What is required =
Every line below should be copied exactly; drop the pictures.

Dataset Block Start

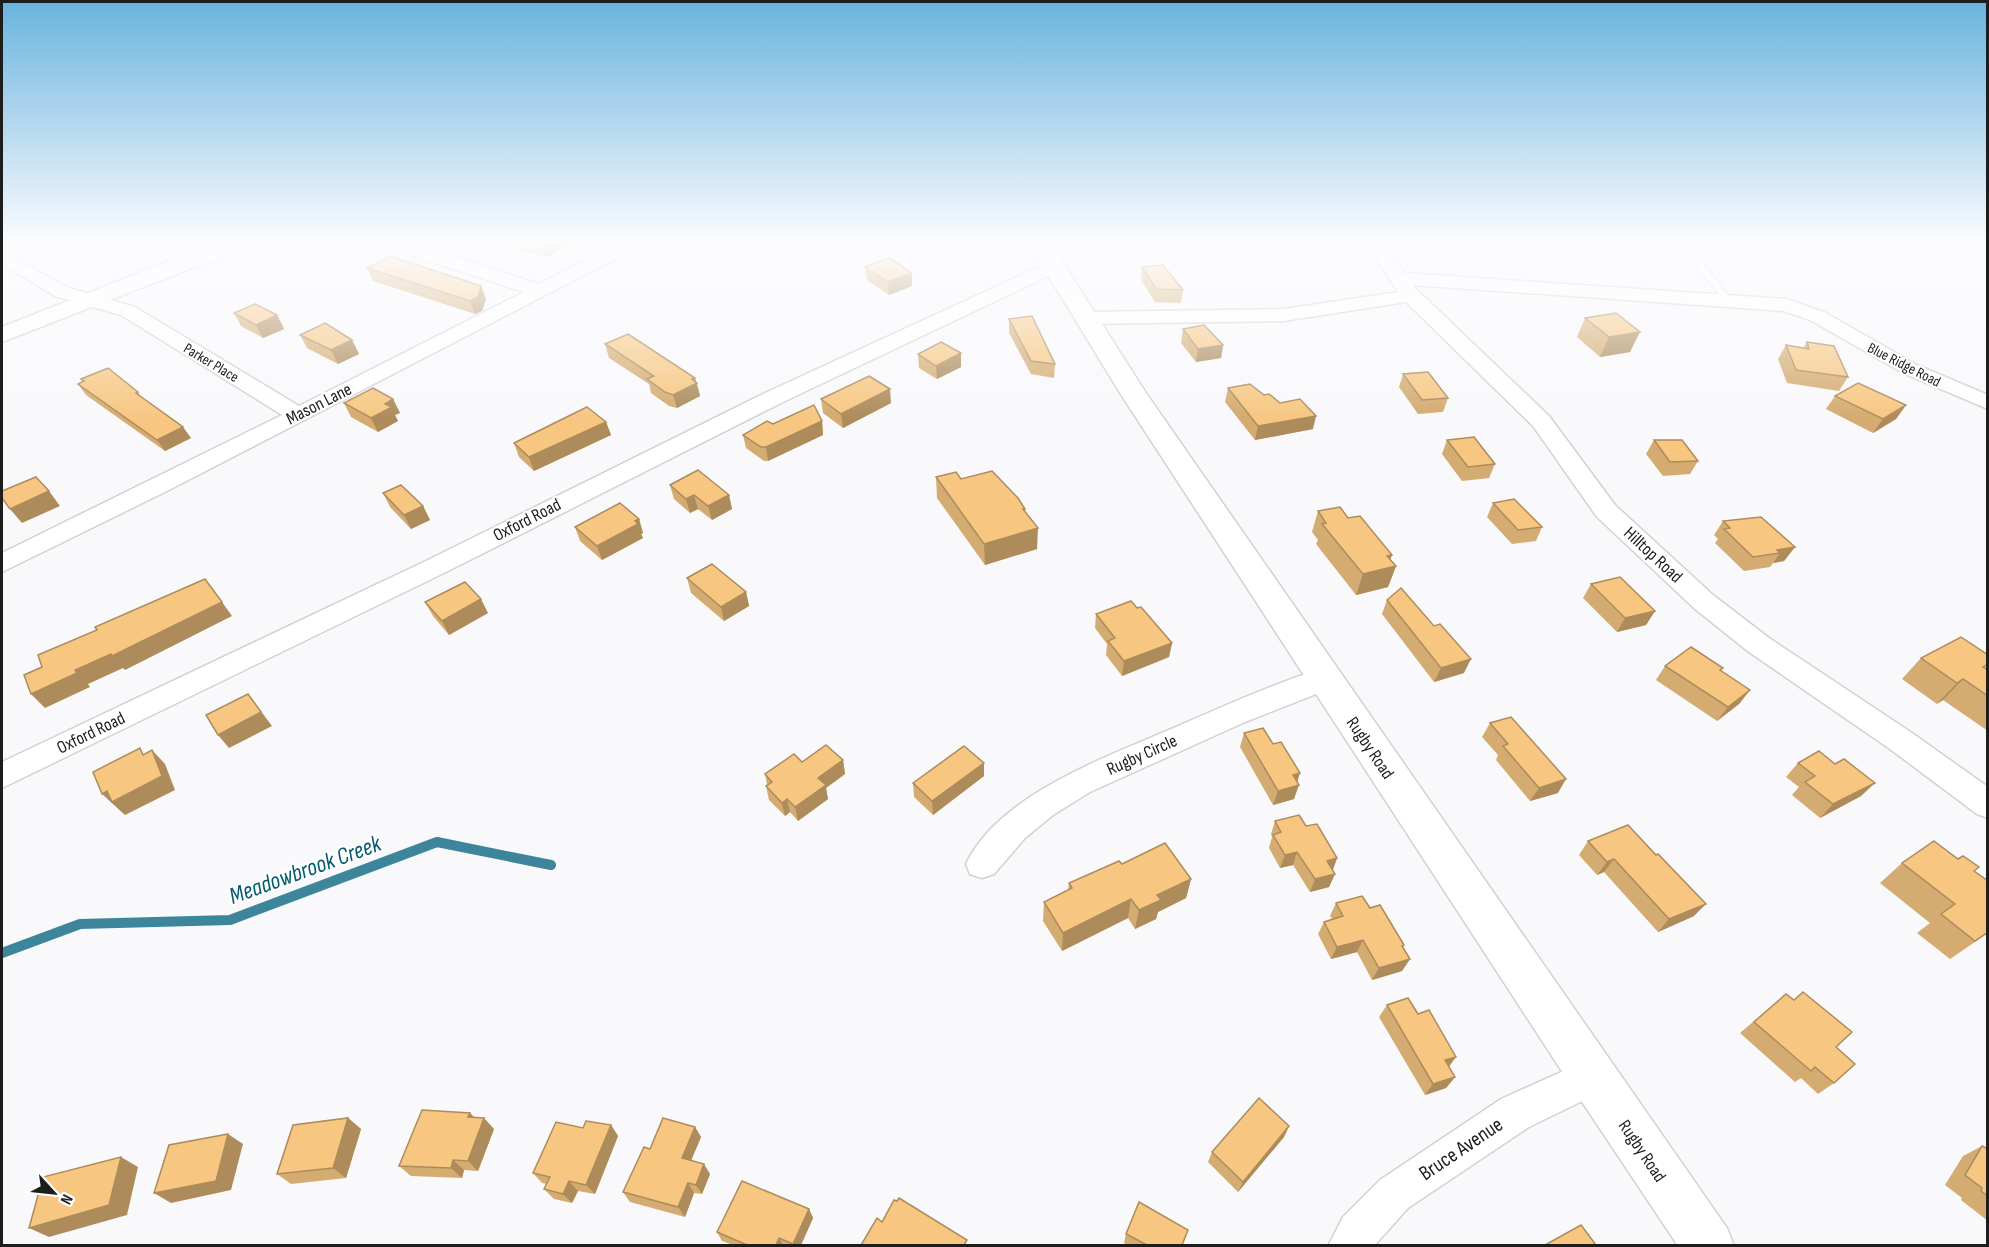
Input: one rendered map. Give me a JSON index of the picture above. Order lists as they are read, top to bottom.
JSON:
{
  "streets": {
    "street": [
      "Parker Place",
      "Blue Ridge Road",
      "Mason Lane",
      "Oxford Road",
      "Hilltop Road",
      "Rugby Road",
      "Rugby Circle",
      "Bruce Avenue"
    ]
  },
  "crossings": [
    ["Parker Place", "Mason Lane"],
    ["Blue Ridge Road", "Rugby Road"],
    ["Rugby Road", "Rugby Circle"],
    ["Rugby Road", "Bruce Avenue"]
  ],
  "water": ["Meadowbrook Creek"],
  "north": "bottom right"
}
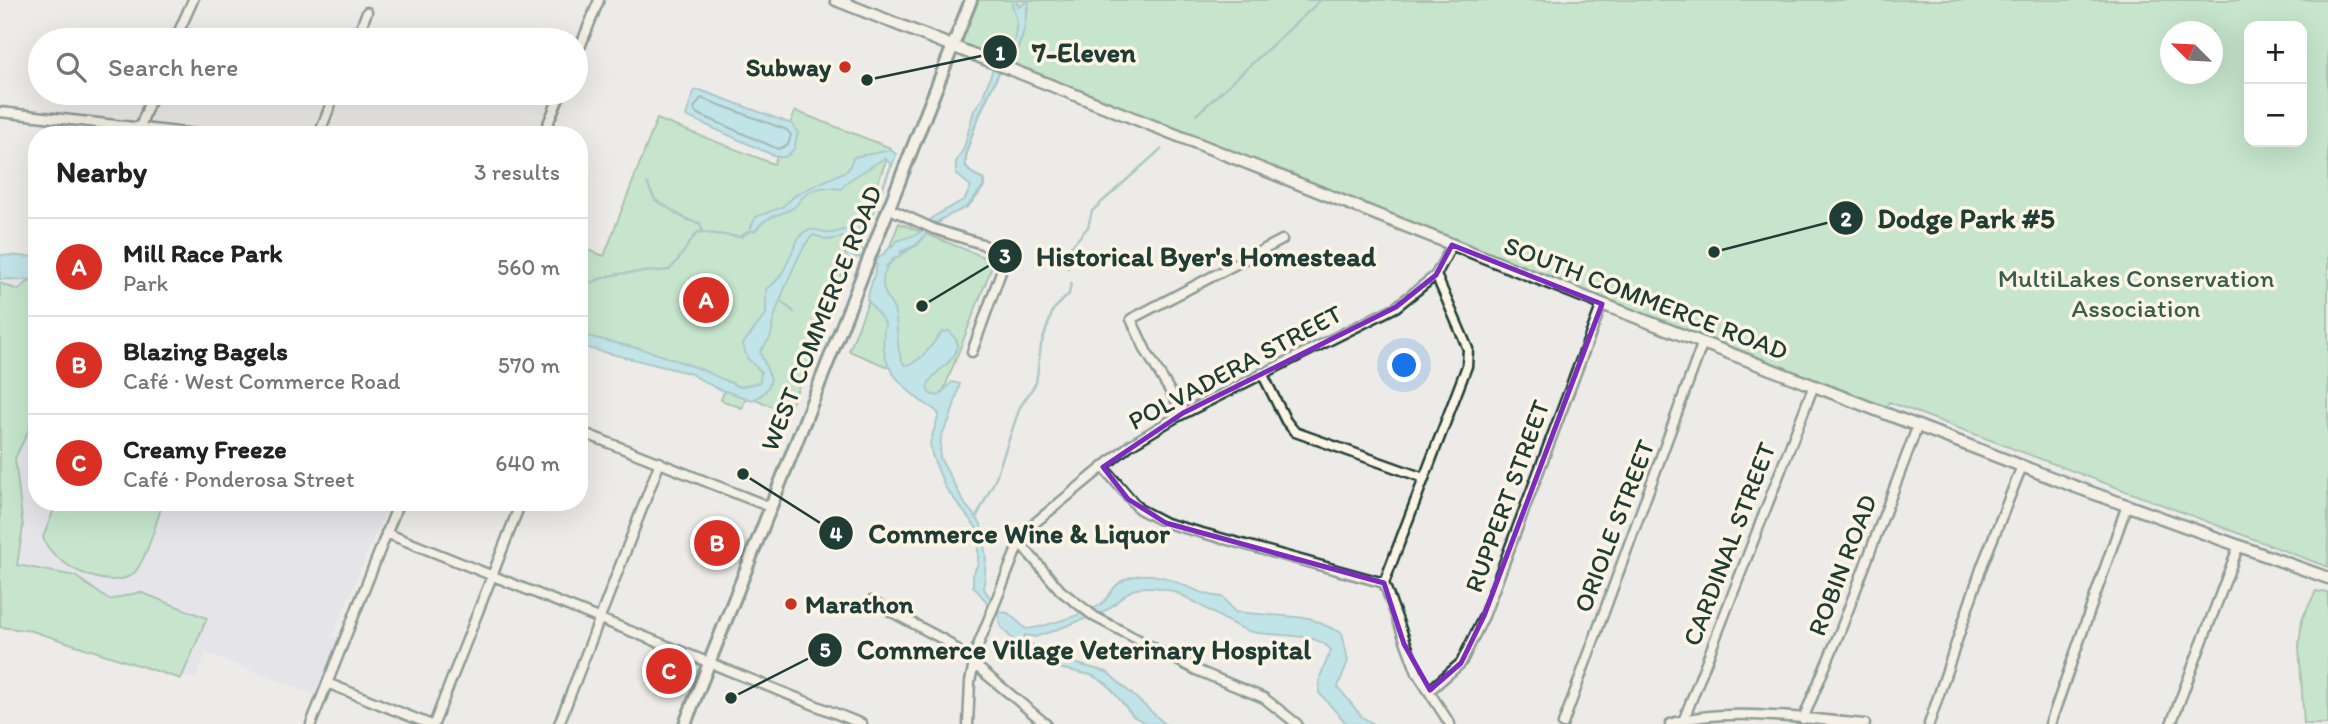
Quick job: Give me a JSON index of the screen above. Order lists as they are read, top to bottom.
{
  "streets": {
    "main road": ["WEST COMMERCE ROAD"],
    "street": [
      "SOUTH COMMERCE ROAD",
      "POLVADERA STREET",
      "RUPPERT STREET",
      "ORIOLE STREET",
      "CARDINAL STREET",
      "ROBIN ROAD"
    ]
  },
  "crossings": [
    ["SOUTH COMMERCE ROAD", "WEST COMMERCE ROAD"],
    ["SOUTH COMMERCE ROAD", "POLVADERA STREET"],
    ["SOUTH COMMERCE ROAD", "RUPPERT STREET"],
    ["SOUTH COMMERCE ROAD", "ORIOLE STREET"],
    ["SOUTH COMMERCE ROAD", "CARDINAL STREET"],
    ["SOUTH COMMERCE ROAD", "ROBIN ROAD"]
  ],
  "parks": ["MultiLakes Conservation Association"],
  "places": [
    "Subway",
    "7-Eleven",
    "Dodge Park #5",
    "Historical Byer's Homestead",
    "Commerce Wine & Liquor",
    "Marathon",
    "Commerce Village Veterinary Hospital"
  ],
  "north": "top left",
  "page": {
    "map_buttons": ["+", "−"],
    "search": "Search here",
    "heading": ["Nearby", "3 results"],
    "list": [
      {
        "mark": "A",
        "name": "Mill Race Park",
        "note": "Park",
        "value": "560 m"
      },
      {
        "mark": "B",
        "name": "Blazing Bagels",
        "note": "Café · West Commerce Road",
        "value": "570 m"
      },
      {
        "mark": "C",
        "name": "Creamy Freeze",
        "note": "Café · Ponderosa Street",
        "value": "640 m"
      }
    ],
    "pins": ["A", "B", "C"]
  }
}
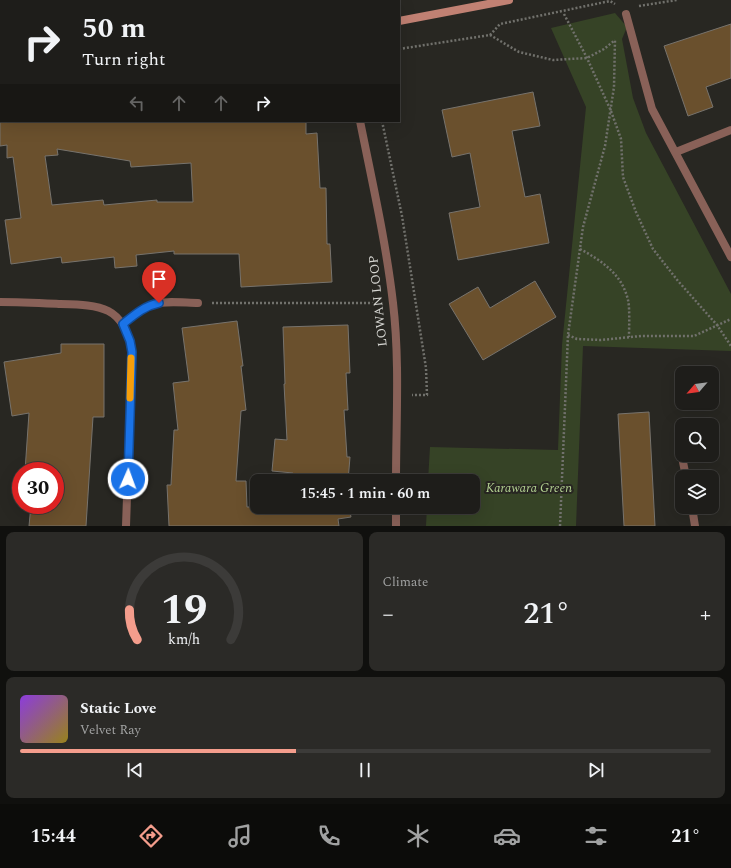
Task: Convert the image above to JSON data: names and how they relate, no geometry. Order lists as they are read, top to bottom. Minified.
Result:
{"streets":{"street":["LOWAN LOOP"]},"parks":["Karawara Green"],"north":"bottom left","page":{"turn":["50 m","Turn right"],"limit":"30","trip":"15:45 · 1 min · 60 m","tile":"Climate","heat":["−","21°","+"],"song":["Static Love","Velvet Ray"],"tabs":["15:44","21°"],"gauge":["19","km/h"]}}
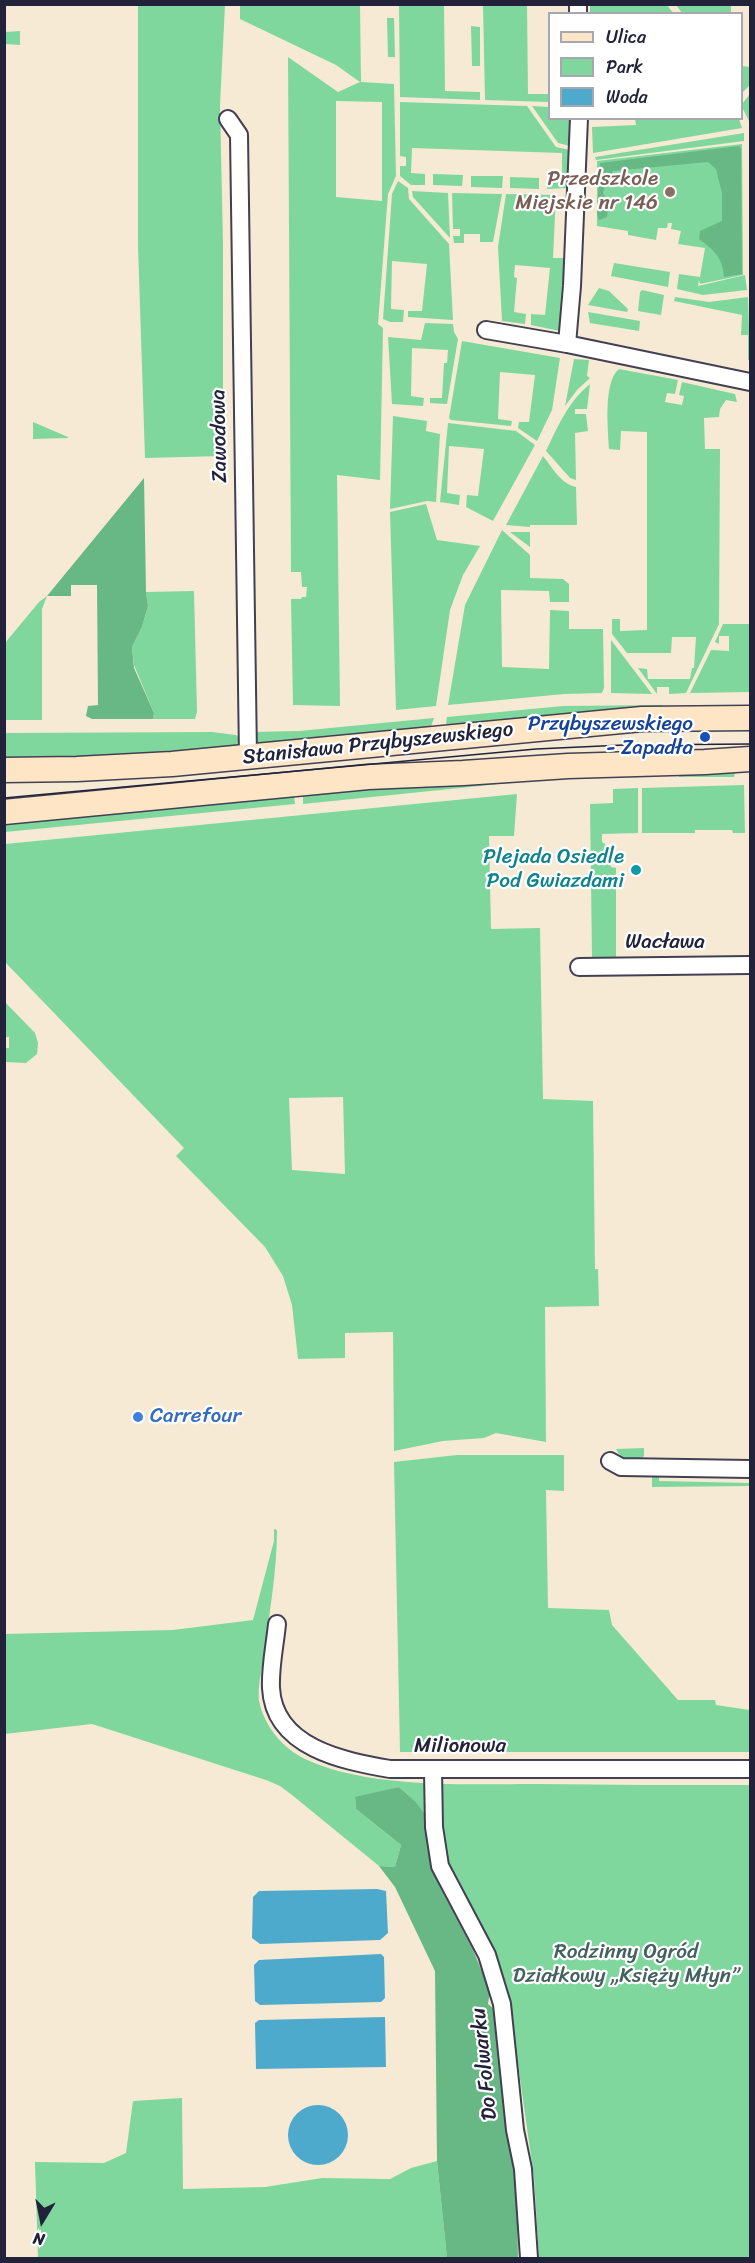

Dataset Block End

Output for this task =
Input: one rendered map. Give me a JSON index of the picture above. Order lists as they are read, top to bottom.
JSON:
{
  "streets": {
    "street": [
      "Parker Place",
      "Blue Ridge Road",
      "Mason Lane",
      "Oxford Road",
      "Hilltop Road",
      "Rugby Road",
      "Rugby Circle",
      "Bruce Avenue"
    ]
  },
  "crossings": [
    ["Parker Place", "Mason Lane"],
    ["Blue Ridge Road", "Rugby Road"],
    ["Rugby Road", "Rugby Circle"],
    ["Rugby Road", "Bruce Avenue"]
  ],
  "water": ["Meadowbrook Creek"],
  "north": "bottom right"
}
Quick job: Give me a JSON index of the screen above. Order lists as they are read, top to bottom.
{
  "streets": {
    "main road": ["WEST COMMERCE ROAD"],
    "street": [
      "SOUTH COMMERCE ROAD",
      "POLVADERA STREET",
      "RUPPERT STREET",
      "ORIOLE STREET",
      "CARDINAL STREET",
      "ROBIN ROAD"
    ]
  },
  "crossings": [
    ["SOUTH COMMERCE ROAD", "WEST COMMERCE ROAD"],
    ["SOUTH COMMERCE ROAD", "POLVADERA STREET"],
    ["SOUTH COMMERCE ROAD", "RUPPERT STREET"],
    ["SOUTH COMMERCE ROAD", "ORIOLE STREET"],
    ["SOUTH COMMERCE ROAD", "CARDINAL STREET"],
    ["SOUTH COMMERCE ROAD", "ROBIN ROAD"]
  ],
  "parks": ["MultiLakes Conservation Association"],
  "places": [
    "Subway",
    "7-Eleven",
    "Dodge Park #5",
    "Historical Byer's Homestead",
    "Commerce Wine & Liquor",
    "Marathon",
    "Commerce Village Veterinary Hospital"
  ],
  "north": "top left",
  "page": {
    "map_buttons": ["+", "−"],
    "search": "Search here",
    "heading": ["Nearby", "3 results"],
    "list": [
      {
        "mark": "A",
        "name": "Mill Race Park",
        "note": "Park",
        "value": "560 m"
      },
      {
        "mark": "B",
        "name": "Blazing Bagels",
        "note": "Café · West Commerce Road",
        "value": "570 m"
      },
      {
        "mark": "C",
        "name": "Creamy Freeze",
        "note": "Café · Ponderosa Street",
        "value": "640 m"
      }
    ],
    "pins": ["A", "B", "C"]
  }
}
Task: Convert the image above to JSON data: names and how they relate, no geometry. Order lists as they are read, top to bottom. Minified.
Result:
{"streets":{"street":["LOWAN LOOP"]},"parks":["Karawara Green"],"north":"bottom left","page":{"turn":["50 m","Turn right"],"limit":"30","trip":"15:45 · 1 min · 60 m","tile":"Climate","heat":["−","21°","+"],"song":["Static Love","Velvet Ray"],"tabs":["15:44","21°"],"gauge":["19","km/h"]}}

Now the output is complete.